### [Data records]
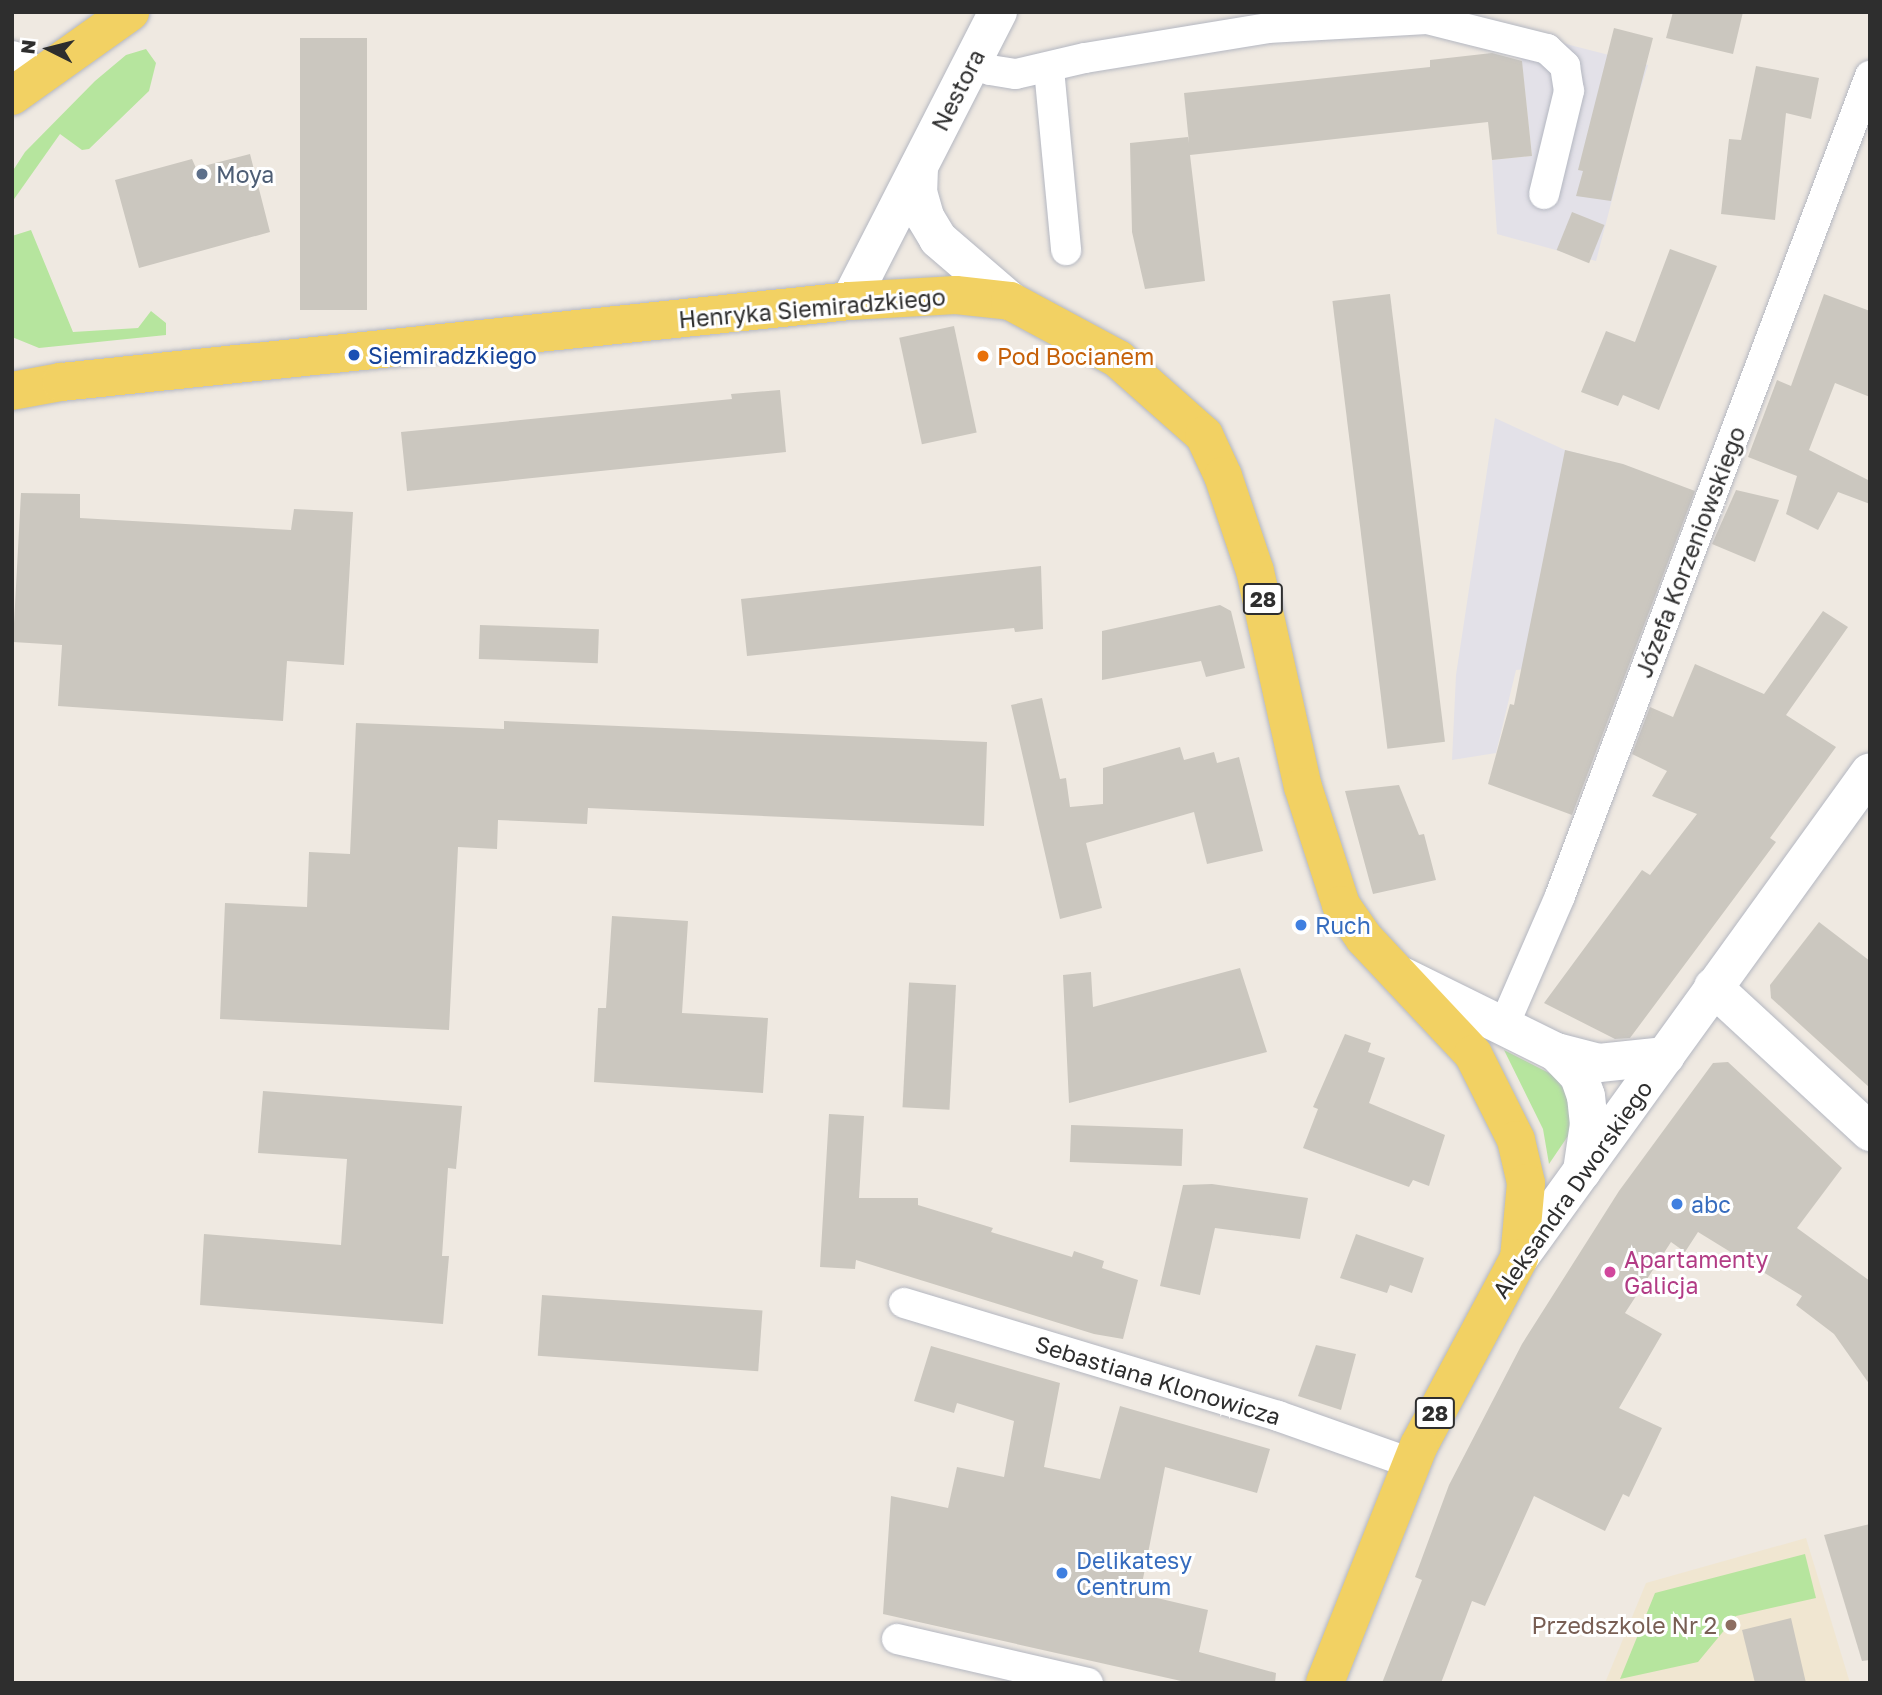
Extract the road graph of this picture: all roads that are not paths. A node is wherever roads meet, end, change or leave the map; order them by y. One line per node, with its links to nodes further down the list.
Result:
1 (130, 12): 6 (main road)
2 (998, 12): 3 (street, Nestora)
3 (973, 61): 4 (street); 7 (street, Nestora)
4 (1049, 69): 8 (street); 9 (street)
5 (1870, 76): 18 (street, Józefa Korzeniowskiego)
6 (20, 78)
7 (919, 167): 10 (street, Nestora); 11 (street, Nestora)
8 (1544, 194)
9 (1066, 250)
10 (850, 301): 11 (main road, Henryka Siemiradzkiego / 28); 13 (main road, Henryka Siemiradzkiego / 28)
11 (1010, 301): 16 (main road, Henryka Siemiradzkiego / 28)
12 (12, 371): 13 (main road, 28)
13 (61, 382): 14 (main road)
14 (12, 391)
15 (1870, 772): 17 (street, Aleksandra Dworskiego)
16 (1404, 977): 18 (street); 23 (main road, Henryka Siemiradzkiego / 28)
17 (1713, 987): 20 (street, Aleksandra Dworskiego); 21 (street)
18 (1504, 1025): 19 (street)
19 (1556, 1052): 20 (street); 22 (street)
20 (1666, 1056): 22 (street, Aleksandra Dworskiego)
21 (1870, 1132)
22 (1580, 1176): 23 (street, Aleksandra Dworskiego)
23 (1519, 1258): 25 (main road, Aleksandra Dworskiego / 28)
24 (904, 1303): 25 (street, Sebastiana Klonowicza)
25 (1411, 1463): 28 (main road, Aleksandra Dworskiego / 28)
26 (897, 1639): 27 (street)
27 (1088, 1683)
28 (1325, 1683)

==

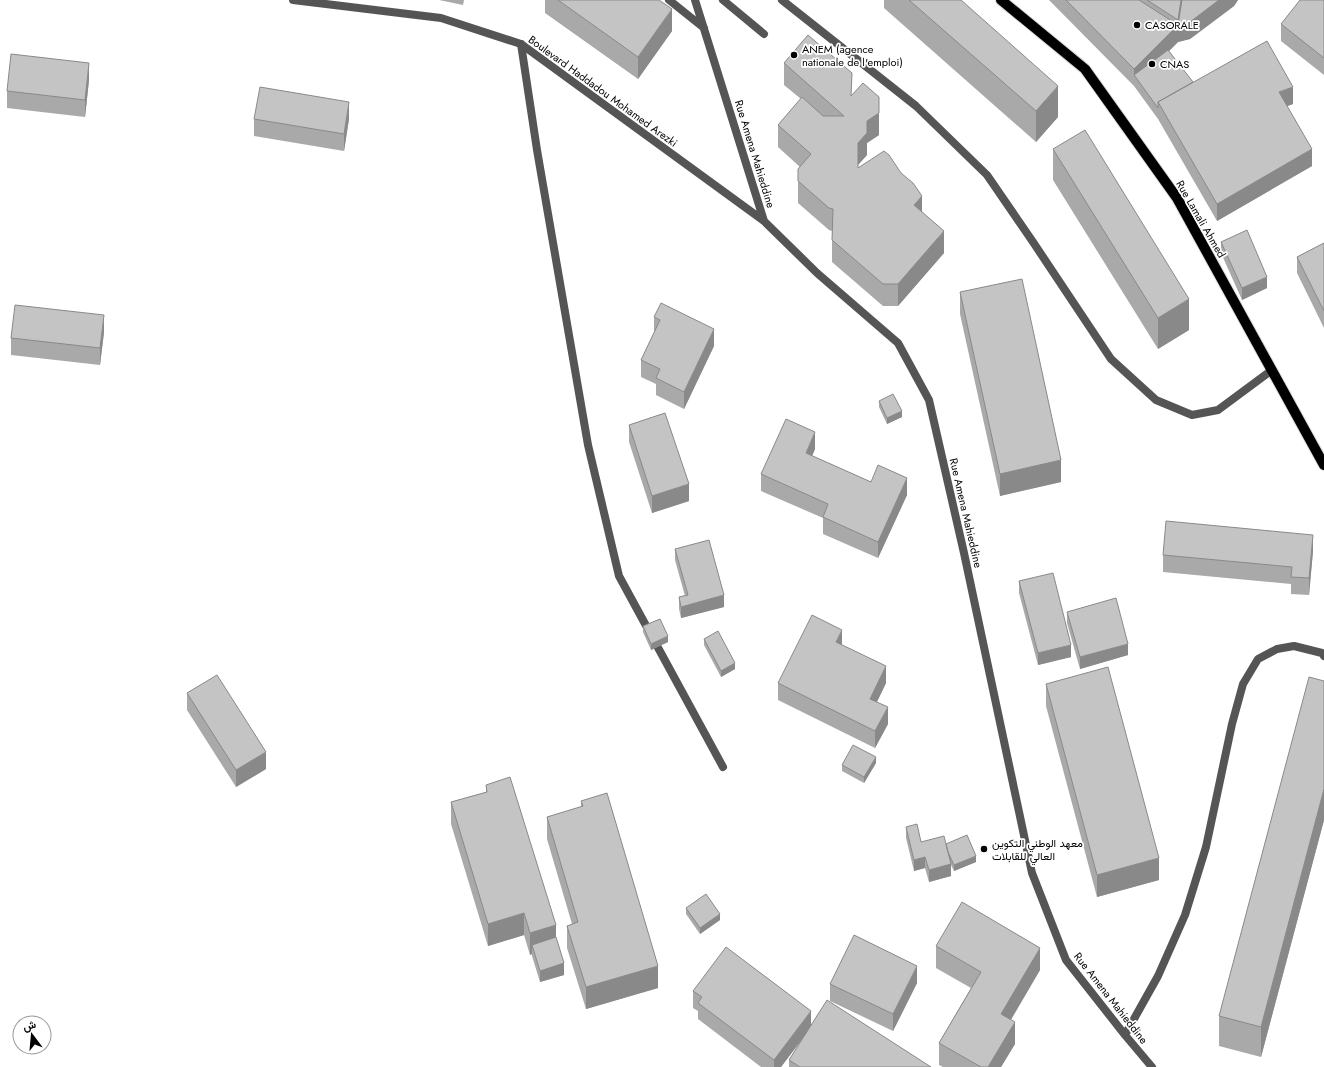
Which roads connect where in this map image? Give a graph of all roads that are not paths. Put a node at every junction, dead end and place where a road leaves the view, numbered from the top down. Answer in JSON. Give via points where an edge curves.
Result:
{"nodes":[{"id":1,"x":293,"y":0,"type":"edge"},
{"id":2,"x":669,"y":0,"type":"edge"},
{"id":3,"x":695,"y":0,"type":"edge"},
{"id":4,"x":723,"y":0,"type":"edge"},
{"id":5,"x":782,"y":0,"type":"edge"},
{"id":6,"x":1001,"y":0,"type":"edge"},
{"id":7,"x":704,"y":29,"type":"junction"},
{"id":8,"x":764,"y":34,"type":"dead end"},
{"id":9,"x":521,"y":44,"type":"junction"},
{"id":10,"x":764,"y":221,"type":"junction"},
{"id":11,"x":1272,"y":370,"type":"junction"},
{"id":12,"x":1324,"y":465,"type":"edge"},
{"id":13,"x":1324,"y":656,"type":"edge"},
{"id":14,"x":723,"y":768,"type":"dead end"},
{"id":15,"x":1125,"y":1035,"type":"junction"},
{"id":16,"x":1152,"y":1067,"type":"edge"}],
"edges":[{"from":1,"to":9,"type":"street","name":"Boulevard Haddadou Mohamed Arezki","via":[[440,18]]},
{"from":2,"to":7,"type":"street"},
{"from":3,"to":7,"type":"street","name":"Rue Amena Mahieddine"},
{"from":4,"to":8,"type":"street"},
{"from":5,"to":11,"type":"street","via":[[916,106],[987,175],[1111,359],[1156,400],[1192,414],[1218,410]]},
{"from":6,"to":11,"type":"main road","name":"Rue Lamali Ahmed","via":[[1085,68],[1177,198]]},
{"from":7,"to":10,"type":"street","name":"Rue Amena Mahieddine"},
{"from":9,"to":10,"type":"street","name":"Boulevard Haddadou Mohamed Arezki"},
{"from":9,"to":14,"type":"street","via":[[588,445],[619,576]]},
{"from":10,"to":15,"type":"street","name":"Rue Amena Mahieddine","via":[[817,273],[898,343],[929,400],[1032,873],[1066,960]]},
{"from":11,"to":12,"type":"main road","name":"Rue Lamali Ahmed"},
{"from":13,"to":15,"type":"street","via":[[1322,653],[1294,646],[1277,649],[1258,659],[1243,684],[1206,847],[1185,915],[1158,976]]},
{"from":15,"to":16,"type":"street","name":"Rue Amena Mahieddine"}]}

### [What you need to do]
Return, from the data, each line that has the word "Henryka" in it.

### [Reply]
10 (850, 301): 11 (main road, Henryka Siemiradzkiego / 28); 13 (main road, Henryka Siemiradzkiego / 28)
11 (1010, 301): 16 (main road, Henryka Siemiradzkiego / 28)
16 (1404, 977): 18 (street); 23 (main road, Henryka Siemiradzkiego / 28)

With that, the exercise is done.